**Task statement**
In the data below, find every line that has the string "HIGGINS", and copy it.
*** Provided records Section Begins ***
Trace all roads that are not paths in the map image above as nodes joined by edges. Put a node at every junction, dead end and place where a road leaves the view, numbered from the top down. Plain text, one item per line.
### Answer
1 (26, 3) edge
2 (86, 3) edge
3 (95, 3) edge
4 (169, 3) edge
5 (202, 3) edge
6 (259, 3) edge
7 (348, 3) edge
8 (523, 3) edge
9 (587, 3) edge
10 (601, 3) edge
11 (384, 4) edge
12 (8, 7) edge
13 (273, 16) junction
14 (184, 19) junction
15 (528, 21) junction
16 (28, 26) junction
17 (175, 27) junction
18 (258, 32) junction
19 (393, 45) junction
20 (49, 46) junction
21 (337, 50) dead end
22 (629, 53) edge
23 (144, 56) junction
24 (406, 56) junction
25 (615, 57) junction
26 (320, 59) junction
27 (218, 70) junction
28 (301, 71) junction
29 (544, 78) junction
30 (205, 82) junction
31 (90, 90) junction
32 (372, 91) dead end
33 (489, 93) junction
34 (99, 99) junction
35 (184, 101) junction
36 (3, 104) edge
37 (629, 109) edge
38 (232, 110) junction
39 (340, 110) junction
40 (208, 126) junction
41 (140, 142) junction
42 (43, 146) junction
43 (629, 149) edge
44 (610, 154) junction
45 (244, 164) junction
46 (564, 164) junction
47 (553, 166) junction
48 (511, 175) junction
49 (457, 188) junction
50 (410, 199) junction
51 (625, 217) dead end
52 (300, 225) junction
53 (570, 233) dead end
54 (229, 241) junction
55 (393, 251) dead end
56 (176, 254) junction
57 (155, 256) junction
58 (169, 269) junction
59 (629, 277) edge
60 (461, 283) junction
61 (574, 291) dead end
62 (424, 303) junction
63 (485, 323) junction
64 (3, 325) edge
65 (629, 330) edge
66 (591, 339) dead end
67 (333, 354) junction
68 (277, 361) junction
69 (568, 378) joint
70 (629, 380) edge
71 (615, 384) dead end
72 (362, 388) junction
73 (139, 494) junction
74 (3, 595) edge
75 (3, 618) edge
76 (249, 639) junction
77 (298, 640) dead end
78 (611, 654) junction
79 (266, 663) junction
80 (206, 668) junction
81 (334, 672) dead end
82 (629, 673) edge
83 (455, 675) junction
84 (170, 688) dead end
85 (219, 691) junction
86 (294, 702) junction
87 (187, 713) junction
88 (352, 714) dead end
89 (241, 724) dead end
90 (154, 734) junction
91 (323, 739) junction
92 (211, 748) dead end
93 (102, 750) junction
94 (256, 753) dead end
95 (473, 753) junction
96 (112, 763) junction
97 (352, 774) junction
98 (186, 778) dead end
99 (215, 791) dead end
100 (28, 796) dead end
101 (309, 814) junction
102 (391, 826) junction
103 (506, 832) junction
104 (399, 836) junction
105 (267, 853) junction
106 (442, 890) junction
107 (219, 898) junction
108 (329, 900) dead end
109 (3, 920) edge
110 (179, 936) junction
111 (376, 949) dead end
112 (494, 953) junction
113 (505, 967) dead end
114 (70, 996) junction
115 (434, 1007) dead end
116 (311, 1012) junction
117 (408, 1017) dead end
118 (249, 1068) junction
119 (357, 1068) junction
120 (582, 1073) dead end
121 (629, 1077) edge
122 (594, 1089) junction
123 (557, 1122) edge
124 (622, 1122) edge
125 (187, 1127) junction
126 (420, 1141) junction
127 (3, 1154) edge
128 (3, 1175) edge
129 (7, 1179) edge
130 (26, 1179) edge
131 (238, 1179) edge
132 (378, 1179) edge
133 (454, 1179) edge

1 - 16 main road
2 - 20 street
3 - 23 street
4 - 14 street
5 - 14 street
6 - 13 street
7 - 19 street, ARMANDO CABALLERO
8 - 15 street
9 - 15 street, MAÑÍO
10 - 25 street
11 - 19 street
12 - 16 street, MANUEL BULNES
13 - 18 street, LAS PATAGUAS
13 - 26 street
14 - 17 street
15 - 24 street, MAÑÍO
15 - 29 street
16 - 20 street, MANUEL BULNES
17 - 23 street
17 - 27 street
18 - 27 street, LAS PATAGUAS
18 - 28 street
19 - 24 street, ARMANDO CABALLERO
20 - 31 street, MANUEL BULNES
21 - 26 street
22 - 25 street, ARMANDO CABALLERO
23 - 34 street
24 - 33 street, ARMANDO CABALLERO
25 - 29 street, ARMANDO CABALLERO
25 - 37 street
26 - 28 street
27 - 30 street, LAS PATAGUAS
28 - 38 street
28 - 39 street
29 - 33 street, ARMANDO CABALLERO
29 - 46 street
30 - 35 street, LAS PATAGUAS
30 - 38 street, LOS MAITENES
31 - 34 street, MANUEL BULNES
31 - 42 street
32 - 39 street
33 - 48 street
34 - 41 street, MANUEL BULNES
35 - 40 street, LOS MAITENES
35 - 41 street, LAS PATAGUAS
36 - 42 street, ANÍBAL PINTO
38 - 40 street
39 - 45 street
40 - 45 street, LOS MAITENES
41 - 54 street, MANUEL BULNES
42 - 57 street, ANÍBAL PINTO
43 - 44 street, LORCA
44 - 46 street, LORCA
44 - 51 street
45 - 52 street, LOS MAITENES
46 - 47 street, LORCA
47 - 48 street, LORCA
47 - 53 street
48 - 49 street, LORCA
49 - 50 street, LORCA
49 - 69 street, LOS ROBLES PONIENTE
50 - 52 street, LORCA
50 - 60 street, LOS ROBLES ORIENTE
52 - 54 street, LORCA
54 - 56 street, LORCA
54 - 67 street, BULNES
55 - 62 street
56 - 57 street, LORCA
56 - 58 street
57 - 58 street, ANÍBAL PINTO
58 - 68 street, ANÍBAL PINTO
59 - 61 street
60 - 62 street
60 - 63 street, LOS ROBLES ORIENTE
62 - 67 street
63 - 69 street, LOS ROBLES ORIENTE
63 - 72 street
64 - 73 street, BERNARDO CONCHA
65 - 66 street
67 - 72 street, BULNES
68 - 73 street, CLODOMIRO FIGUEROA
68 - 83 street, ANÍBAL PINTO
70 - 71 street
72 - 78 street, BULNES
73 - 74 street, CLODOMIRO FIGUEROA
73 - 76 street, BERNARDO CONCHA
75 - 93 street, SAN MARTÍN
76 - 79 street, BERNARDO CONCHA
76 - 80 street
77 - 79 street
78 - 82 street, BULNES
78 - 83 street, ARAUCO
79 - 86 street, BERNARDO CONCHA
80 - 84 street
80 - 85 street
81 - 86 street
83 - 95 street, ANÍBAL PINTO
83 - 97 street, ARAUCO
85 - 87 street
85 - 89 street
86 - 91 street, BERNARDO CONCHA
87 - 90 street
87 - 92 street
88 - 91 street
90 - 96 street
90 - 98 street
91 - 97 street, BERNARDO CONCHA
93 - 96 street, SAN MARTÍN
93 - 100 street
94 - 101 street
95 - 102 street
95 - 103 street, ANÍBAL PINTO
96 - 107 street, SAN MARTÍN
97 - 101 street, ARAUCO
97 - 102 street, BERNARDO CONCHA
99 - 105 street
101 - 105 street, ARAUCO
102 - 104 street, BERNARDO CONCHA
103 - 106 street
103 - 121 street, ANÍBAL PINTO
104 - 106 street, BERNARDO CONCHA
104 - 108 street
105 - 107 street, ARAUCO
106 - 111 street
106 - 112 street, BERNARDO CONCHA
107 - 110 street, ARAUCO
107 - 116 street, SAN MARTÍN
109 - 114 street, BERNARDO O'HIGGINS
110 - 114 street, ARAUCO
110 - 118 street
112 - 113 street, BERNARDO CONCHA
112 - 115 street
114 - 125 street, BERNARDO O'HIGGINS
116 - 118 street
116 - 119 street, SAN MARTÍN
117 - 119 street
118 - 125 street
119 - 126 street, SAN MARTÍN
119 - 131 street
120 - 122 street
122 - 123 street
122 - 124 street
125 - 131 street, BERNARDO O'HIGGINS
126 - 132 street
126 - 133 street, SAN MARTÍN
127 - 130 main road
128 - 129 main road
*** Provided records Section Ends ***
**Solution to this task**
109 - 114 street, BERNARDO O'HIGGINS
114 - 125 street, BERNARDO O'HIGGINS
125 - 131 street, BERNARDO O'HIGGINS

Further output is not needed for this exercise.